In comparison with the healthy controls, the MTrPs subjects displayed significantly lower AK values in the right parahippocampal gyrus (T-value: -3.92), right medial prefrontal cortex (mPFC, T-value: -4.01), left and right insula (T-value: -2.97, -3.04, respectively), right inferior frontal gyrus (T-value: -3.56), and right caudate nucleus (T-value: -3.22). The degrees of freedom were 70 (Table 2; Figure 1). Significantly lower MK values were found in the right anterior cingulate cortex (ACC, T-value: -3.83), right middle temporal gyrus (T-value: -2.36), the left parahippocampal gyrus (T-value: -3.50), right superior frontal gyrus (T-value: -3.19), right posterior cingulate cortex (PCC, T-value: -3.91), and right thalamus (T-value: -3.67). The degrees of freedom were 70 (Table 3; Figure 2). Significantly lower RK values were found in the left lingual gyrus (T-value: -6.29), right precentral gyrus (T-value: -3.97), left middle temporal gyrus (T-value: -5.09), left and right ACC (T-value: -2.82, -3.14, respectively), and right precuneus (T-value: -2.77). The degrees of freedom were 70 (Table 4; Figure 3). Nevertheless, no brain area displayed relatively elevated AK, MK or RK values in the MTrPs subjects.

Table 2.

Brain areas exhibiting significantly lower AK values in MTrPs subjects compared to healthy controls.

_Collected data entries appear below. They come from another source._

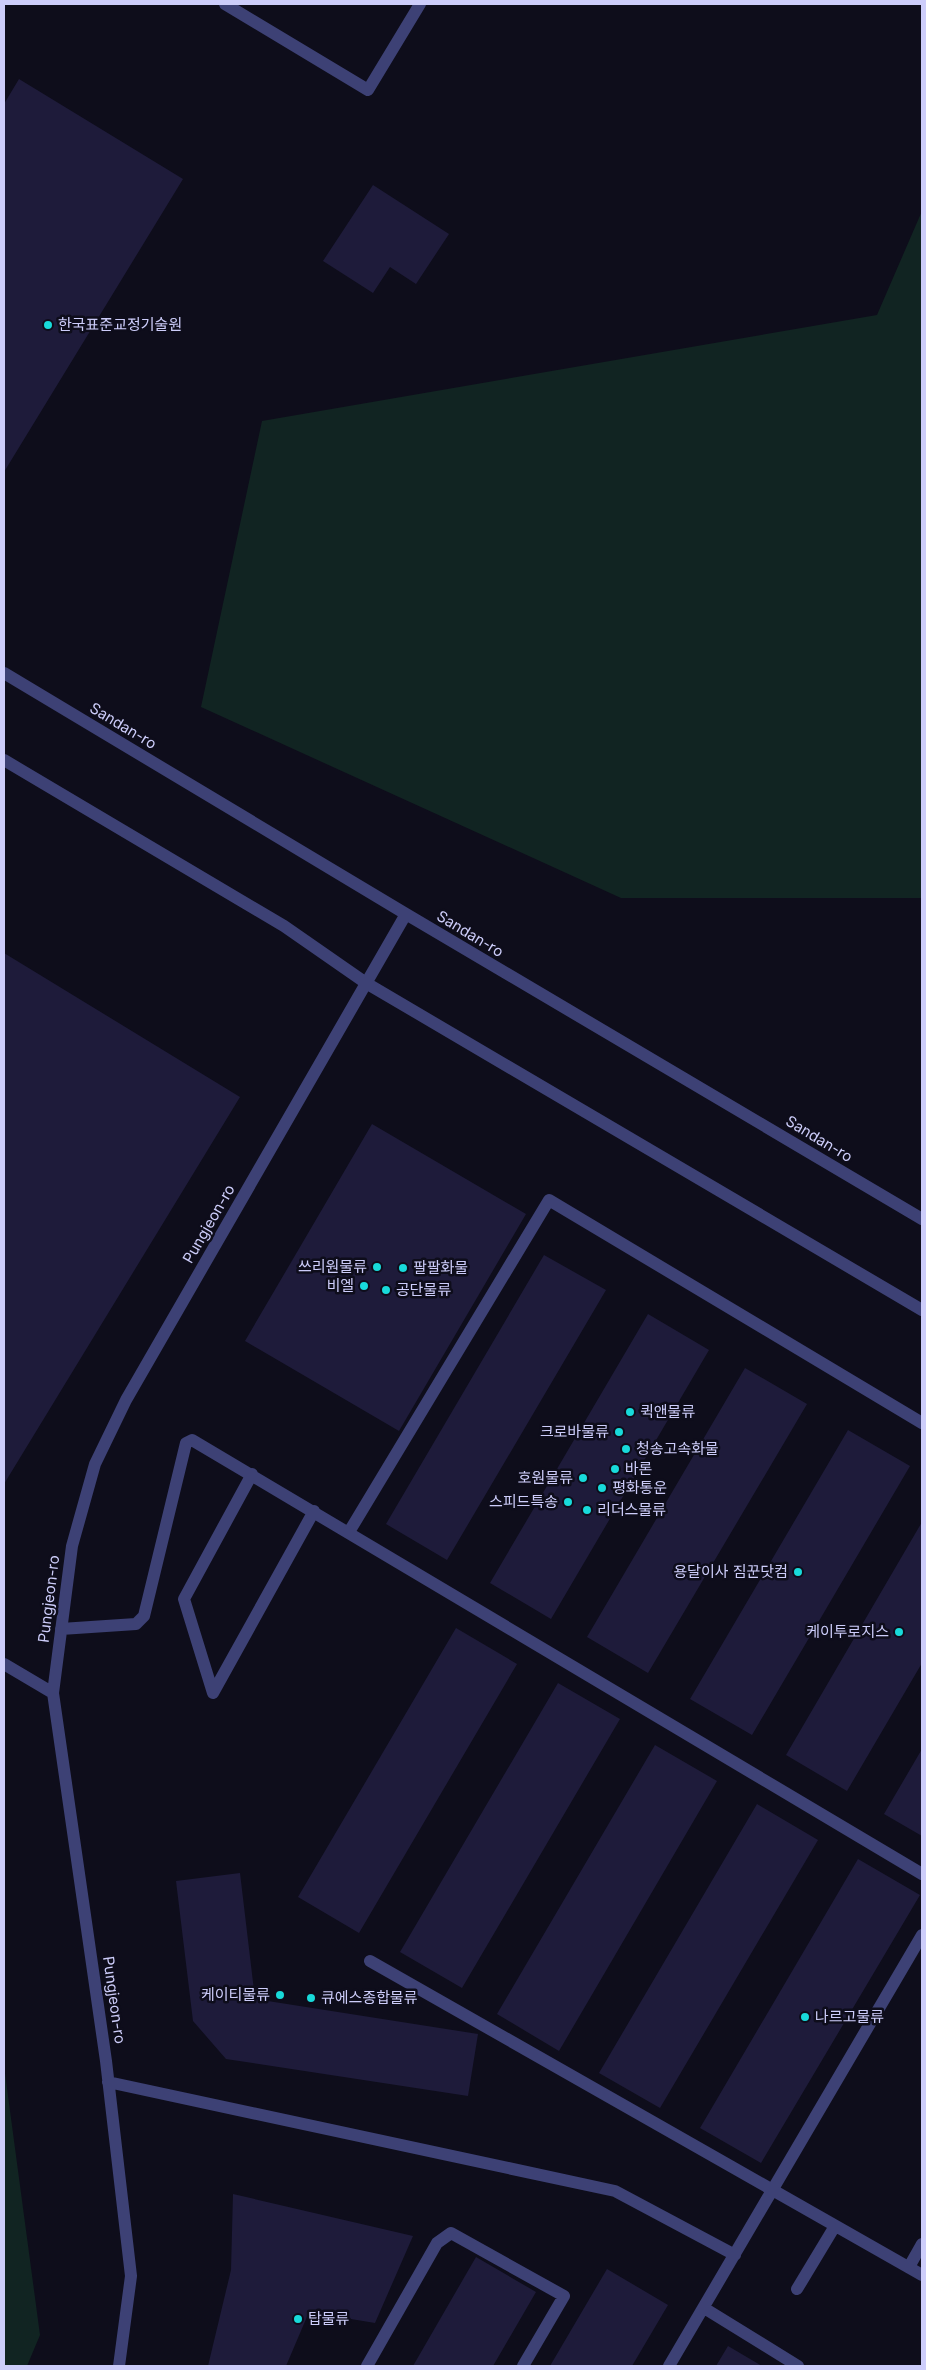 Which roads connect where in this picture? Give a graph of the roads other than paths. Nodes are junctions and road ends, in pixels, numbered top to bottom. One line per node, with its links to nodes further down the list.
1 (224, 4): 2 (street)
2 (420, 4)
3 (4, 673): 5 (street, Sandan-ro)
4 (4, 760): 6 (street)
5 (406, 914): 6 (street, Pungjeon-ro); 7 (street, Sandan-ro)
6 (366, 983): 8 (street); 13 (street, Pungjeon-ro)
7 (922, 1219)
8 (922, 1310)
9 (922, 1423): 12 (street)
10 (252, 1474): 11 (street); 11 (street); 13 (street)
11 (314, 1511): 12 (street)
12 (349, 1532): 16 (street)
13 (61, 1629): 15 (street, Pungjeon-ro)
14 (4, 1664): 15 (street)
15 (53, 1693): 19 (street, Pungjeon-ro)
16 (922, 1874)
17 (922, 1935): 20 (street)
18 (370, 1961): 20 (street)
19 (108, 2082): 23 (street); 28 (street, Pungjeon-ro)
20 (774, 2191): 21 (street); 23 (street)
21 (835, 2226): 24 (street); 26 (street)
22 (922, 2244): 24 (street)
23 (735, 2255): 27 (street)
24 (909, 2267): 25 (street)
25 (922, 2275)
26 (797, 2289)
27 (704, 2308): 31 (street); 32 (street)
28 (119, 2366)
29 (367, 2366): 30 (street)
30 (523, 2366)
31 (669, 2366)
32 (798, 2366)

Region Peak MNI coordinates Number of cluster voxels Peak T-value

x y z
Right parahippocampal gyrus 22 -42 -13 501 -3.92
Right medial prefrontal cortex 4 64 8 923 -4.01
Left insula -40 11 -5 659 -2.97
Right insula 42 12 1 476 -3.04
Right inferior frontal gyrus 48 16 1 647 -3.56
Right caudate 13 13 13 1021 -3.22

AK, axial kurtosis; MTrPs, myofascial trigger points; MNI, Montreal Neurological Institute.

FIGURE 1.

FIGURE 1

Brain areas exhibiting significantly lower AK values in MTrPs subjects compared to healthy controls. The blue zone represents the brain areas with decreased AK values (p < 0.05, correction). The colored stripe on the right represents the T-value. The left side of the figure represents the anatomical right side, and vice versa. MTrPs, myofascial trigger points; AK, axial kurtosis.

Table 3.

Brain areas exhibiting significantly lower MK values in MTrPs subjects compared to healthy controls.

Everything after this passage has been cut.